WHAT YOU SHOULD DO - Reproduce the following data exactly, minus any images.

Collected data entries:
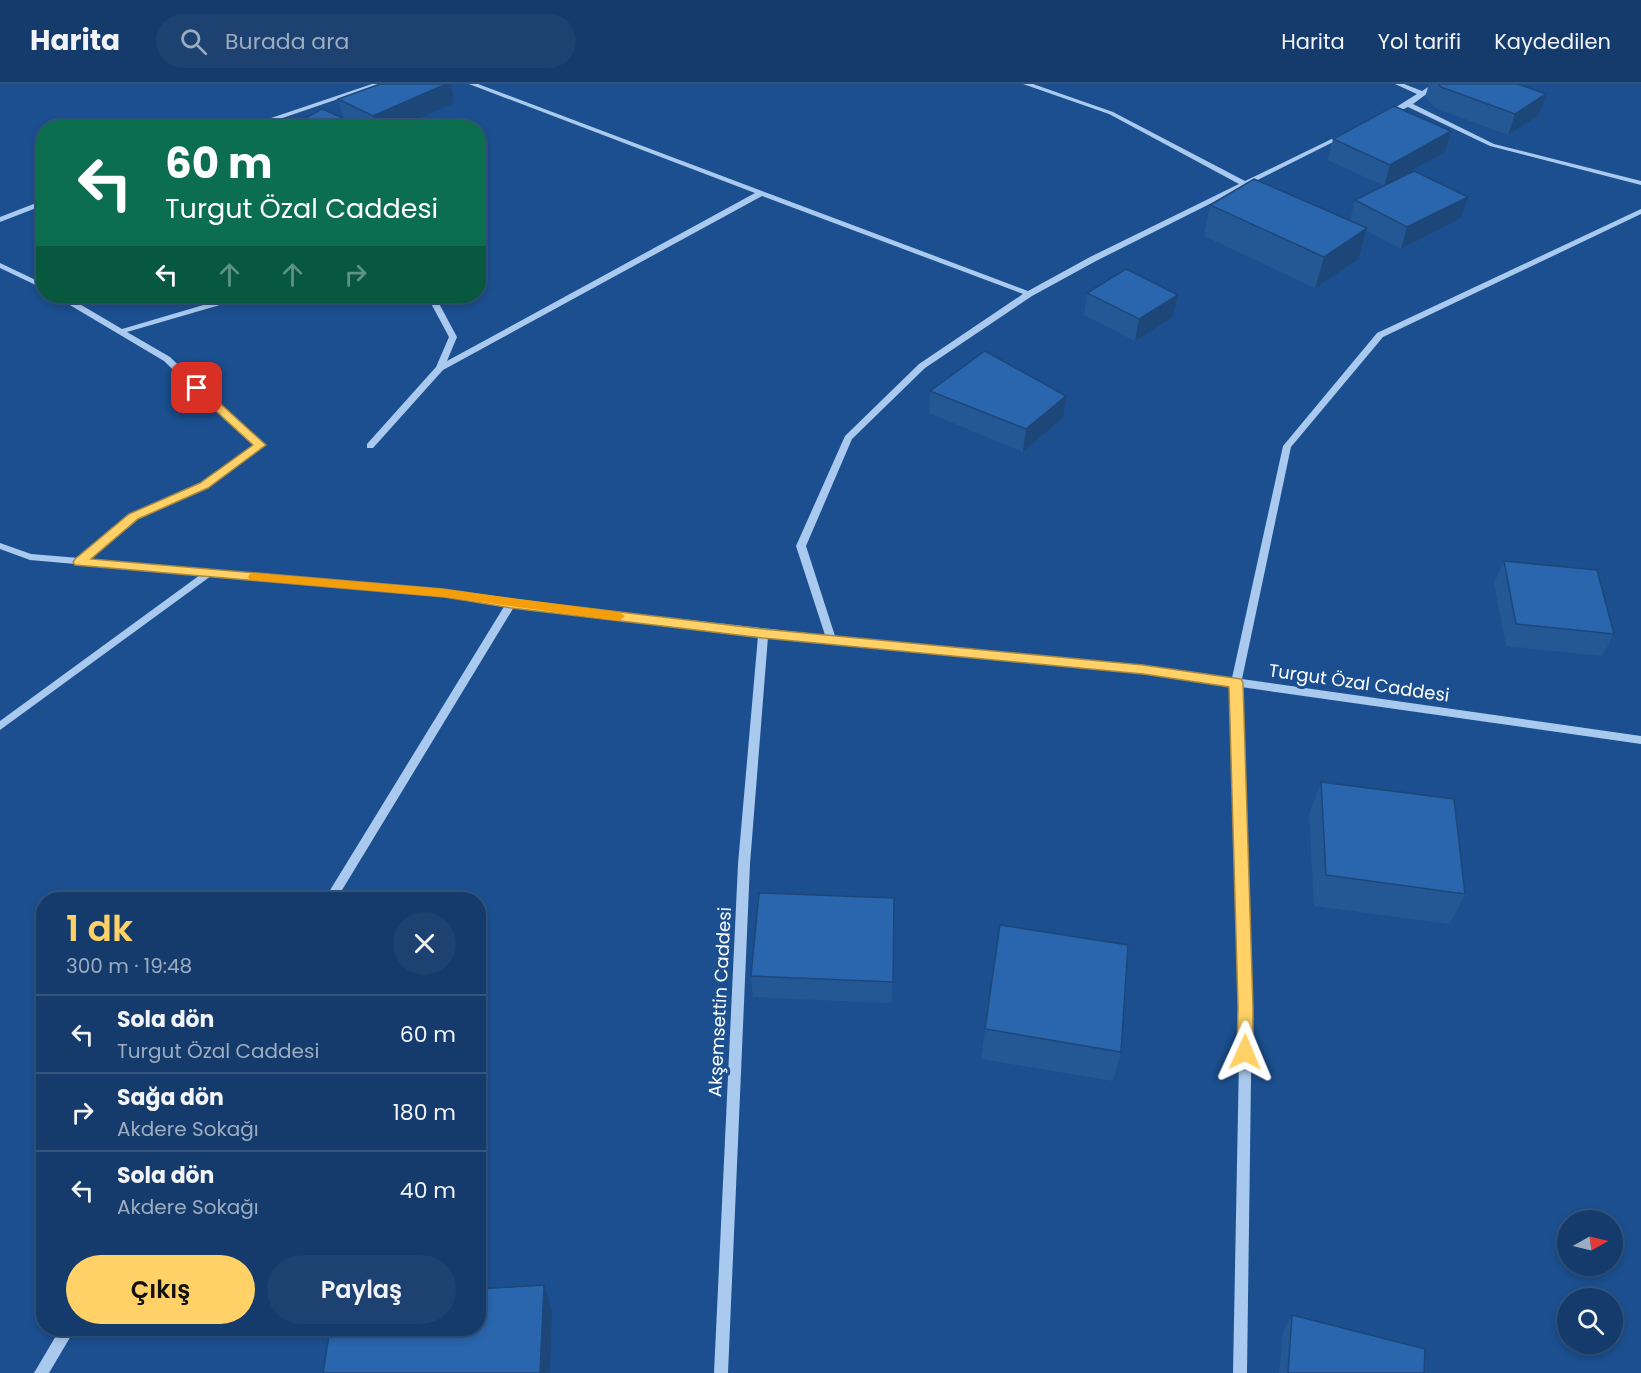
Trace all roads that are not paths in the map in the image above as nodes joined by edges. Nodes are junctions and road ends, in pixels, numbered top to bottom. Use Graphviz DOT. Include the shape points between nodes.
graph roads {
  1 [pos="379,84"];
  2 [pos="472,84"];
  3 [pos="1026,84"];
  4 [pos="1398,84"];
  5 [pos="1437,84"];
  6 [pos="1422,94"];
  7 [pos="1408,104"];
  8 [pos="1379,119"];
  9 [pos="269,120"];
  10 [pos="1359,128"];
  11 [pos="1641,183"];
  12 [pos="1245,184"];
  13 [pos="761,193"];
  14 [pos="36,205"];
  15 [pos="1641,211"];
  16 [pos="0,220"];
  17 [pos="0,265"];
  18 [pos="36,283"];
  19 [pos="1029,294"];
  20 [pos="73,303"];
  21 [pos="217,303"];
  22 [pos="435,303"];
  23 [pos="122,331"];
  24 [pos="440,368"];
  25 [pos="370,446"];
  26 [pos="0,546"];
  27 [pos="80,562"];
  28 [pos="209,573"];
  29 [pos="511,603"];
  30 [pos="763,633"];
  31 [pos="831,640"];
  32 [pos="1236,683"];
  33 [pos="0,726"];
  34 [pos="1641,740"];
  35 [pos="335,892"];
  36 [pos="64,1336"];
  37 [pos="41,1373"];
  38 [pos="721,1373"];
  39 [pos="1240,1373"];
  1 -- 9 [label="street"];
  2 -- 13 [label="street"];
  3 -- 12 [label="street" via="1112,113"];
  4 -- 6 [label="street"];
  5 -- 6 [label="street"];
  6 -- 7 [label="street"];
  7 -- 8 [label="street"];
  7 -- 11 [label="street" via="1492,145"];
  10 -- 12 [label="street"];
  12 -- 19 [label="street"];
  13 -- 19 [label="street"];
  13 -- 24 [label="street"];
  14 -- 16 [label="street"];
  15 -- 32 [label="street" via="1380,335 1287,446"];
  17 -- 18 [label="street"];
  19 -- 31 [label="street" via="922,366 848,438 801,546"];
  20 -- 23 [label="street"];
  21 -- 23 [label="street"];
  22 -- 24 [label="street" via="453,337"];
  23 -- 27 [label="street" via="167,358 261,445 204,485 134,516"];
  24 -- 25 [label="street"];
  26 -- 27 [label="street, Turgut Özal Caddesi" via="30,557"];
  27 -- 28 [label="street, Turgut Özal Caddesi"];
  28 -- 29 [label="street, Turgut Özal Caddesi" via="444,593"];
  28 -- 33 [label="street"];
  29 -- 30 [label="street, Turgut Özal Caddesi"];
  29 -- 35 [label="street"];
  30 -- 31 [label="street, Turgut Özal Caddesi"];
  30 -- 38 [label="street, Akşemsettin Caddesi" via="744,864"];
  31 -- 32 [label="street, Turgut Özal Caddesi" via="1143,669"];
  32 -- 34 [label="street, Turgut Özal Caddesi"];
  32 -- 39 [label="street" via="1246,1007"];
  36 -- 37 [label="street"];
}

PROBLEM SOLUTION -
Trace all roads that are not paths in the map in the image above as nodes joined by edges. Nodes are junctions and road ends, in pixels, numbered top to bottom. Use Graphviz DOT. Include the shape points between nodes.
graph roads {
  1 [pos="379,84"];
  2 [pos="472,84"];
  3 [pos="1026,84"];
  4 [pos="1398,84"];
  5 [pos="1437,84"];
  6 [pos="1422,94"];
  7 [pos="1408,104"];
  8 [pos="1379,119"];
  9 [pos="269,120"];
  10 [pos="1359,128"];
  11 [pos="1641,183"];
  12 [pos="1245,184"];
  13 [pos="761,193"];
  14 [pos="36,205"];
  15 [pos="1641,211"];
  16 [pos="0,220"];
  17 [pos="0,265"];
  18 [pos="36,283"];
  19 [pos="1029,294"];
  20 [pos="73,303"];
  21 [pos="217,303"];
  22 [pos="435,303"];
  23 [pos="122,331"];
  24 [pos="440,368"];
  25 [pos="370,446"];
  26 [pos="0,546"];
  27 [pos="80,562"];
  28 [pos="209,573"];
  29 [pos="511,603"];
  30 [pos="763,633"];
  31 [pos="831,640"];
  32 [pos="1236,683"];
  33 [pos="0,726"];
  34 [pos="1641,740"];
  35 [pos="335,892"];
  36 [pos="64,1336"];
  37 [pos="41,1373"];
  38 [pos="721,1373"];
  39 [pos="1240,1373"];
  1 -- 9 [label="street"];
  2 -- 13 [label="street"];
  3 -- 12 [label="street" via="1112,113"];
  4 -- 6 [label="street"];
  5 -- 6 [label="street"];
  6 -- 7 [label="street"];
  7 -- 8 [label="street"];
  7 -- 11 [label="street" via="1492,145"];
  10 -- 12 [label="street"];
  12 -- 19 [label="street"];
  13 -- 19 [label="street"];
  13 -- 24 [label="street"];
  14 -- 16 [label="street"];
  15 -- 32 [label="street" via="1380,335 1287,446"];
  17 -- 18 [label="street"];
  19 -- 31 [label="street" via="922,366 848,438 801,546"];
  20 -- 23 [label="street"];
  21 -- 23 [label="street"];
  22 -- 24 [label="street" via="453,337"];
  23 -- 27 [label="street" via="167,358 261,445 204,485 134,516"];
  24 -- 25 [label="street"];
  26 -- 27 [label="street, Turgut Özal Caddesi" via="30,557"];
  27 -- 28 [label="street, Turgut Özal Caddesi"];
  28 -- 29 [label="street, Turgut Özal Caddesi" via="444,593"];
  28 -- 33 [label="street"];
  29 -- 30 [label="street, Turgut Özal Caddesi"];
  29 -- 35 [label="street"];
  30 -- 31 [label="street, Turgut Özal Caddesi"];
  30 -- 38 [label="street, Akşemsettin Caddesi" via="744,864"];
  31 -- 32 [label="street, Turgut Özal Caddesi" via="1143,669"];
  32 -- 34 [label="street, Turgut Özal Caddesi"];
  32 -- 39 [label="street" via="1246,1007"];
  36 -- 37 [label="street"];
}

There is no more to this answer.